Harris reappears seemingly as a ghost during Mordecai and Rigby's fight between the animated, incomplete Benson drawings to assist them in battle. He suggests using paint to eradicate the alive "Bensons", which successfully destroys the Bensons in turn by dirtying Mordecai's self-portrait of Benson. The current fate of Benny Harris's phantom is unknown. Benny Harris is a parody of the late artist, Bob Ross.

===Carl Putter===
Carl Putter (voiced by Christopher Mcdonald) is CJ's father who appeared in "Daddy Issues". When CJ was young, Carl would take her out to play mini golf with him. However, she did not take the game as seriously. He would often pressure her to try harder, and sometimes when trying to make a hole in one, he wouldn't let her win. He'd brag about it in front of her face, making her feel bad. During the Junior Championship Mini Golf Tournament, Carl pressured CJ to not mess up, and when she made her shot just up to the obstacle, he scolded her for trying to "play it safe". That was when she decided to quit playing minigolf.
Years later, Carl learned his daughter won the Sink Hole ide Queso challenge, and was going to compete in the Putter Palooza. He joins in so he can beat her. They both made excellent shots, and were both eventually neck-in-neck for first place. As a result, they had to take the sudden-death putt-off. After missing the final hole and preparing to flee the demons that appeared to attack him and CJ, he has a change of heart when CJ stands her ground and alongside Mordecai, helps defend CJ as she hits the final hole. Afterwards, he congratulates his daughter and apologizes for the verbal abuse and constant golf beatings he put her through, saying it was the only way he knew to prepare her for the world.

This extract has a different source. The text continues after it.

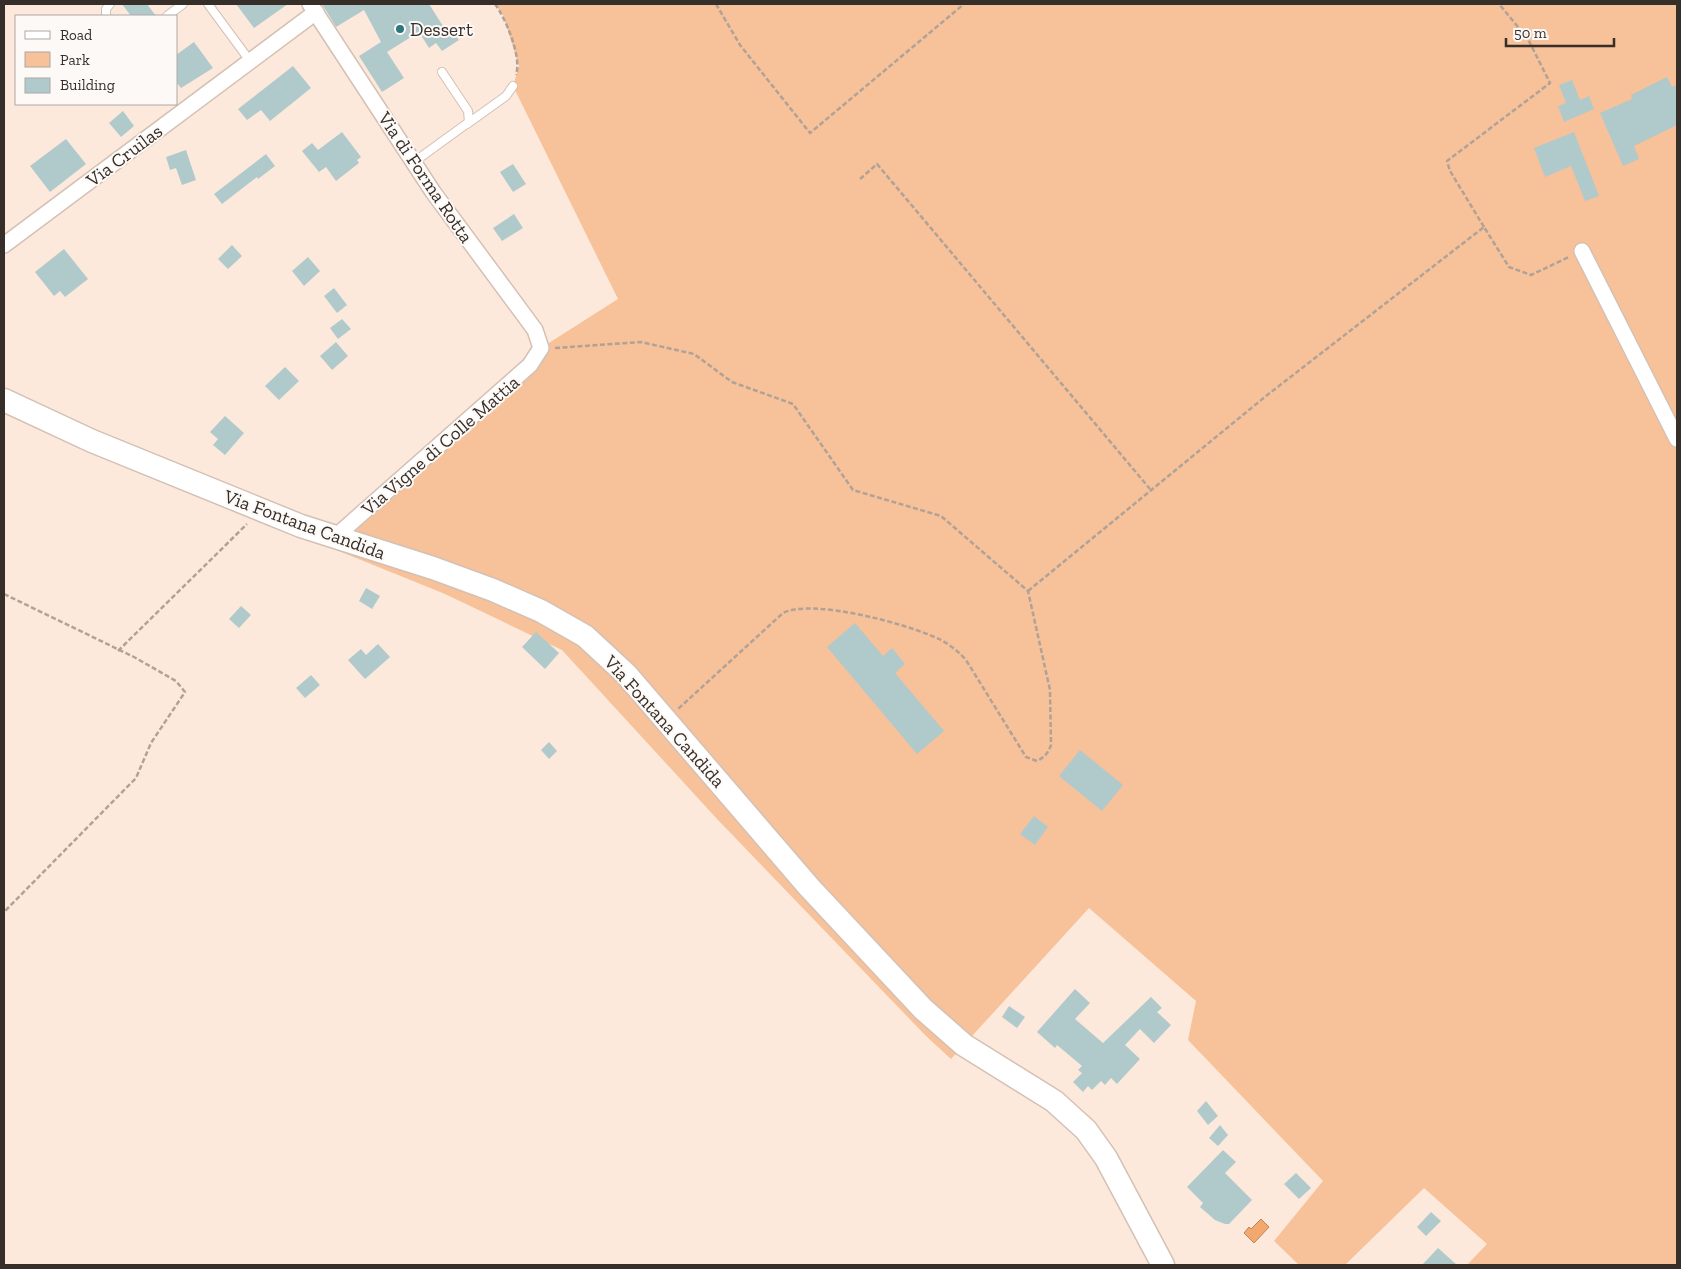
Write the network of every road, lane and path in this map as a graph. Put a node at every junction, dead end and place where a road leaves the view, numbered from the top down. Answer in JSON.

===The Eggscellent Knight===
The Eggscellent Knight (voiced by Jeff Bennett) is a character who first appeared in "Eggscellent", where he protected the Eggscellent Hat. He also appeared later in "Gamers Never Say Die", as the guardian of a golden game stamp. He once again appears in "Garage Door" as an employee of Hardware Emporium. He also made a cameo appearance in “Ace Balthazar Lives” when he tried to join the party was knocked out. He made his final appearance in “The Ice Tape” where he guards three tapes that would reveal Pops's destiny. He is a parody of the Grail Knight from Indiana Jones and the Last Crusade.

===Spacey McSpaceTree===
Spacey McSpaceTree (voiced by Steve Little) is a minor character in Regular Show. He made his debut in the Season Eight episodes "Spacey McSpaceTree" and "Space Escape". He is the mascot of the Space Tree Station and he was put into cryo-sleep for 30 years.

===Turtles===
The Turtles (voiced by John Cygan) are a group of turtles who is first appeared in "I See Turtles".

===Bird Greeter===
Bird Greeter (voiced by Dee Bradley Baker) is a minor character in Regular Show. He made his debut in the Season Eight episode "New Beds" He is the mascot of the UMÄK. He greeted the guys at the UMÄK store and resembles Big Bird from Sesame Street.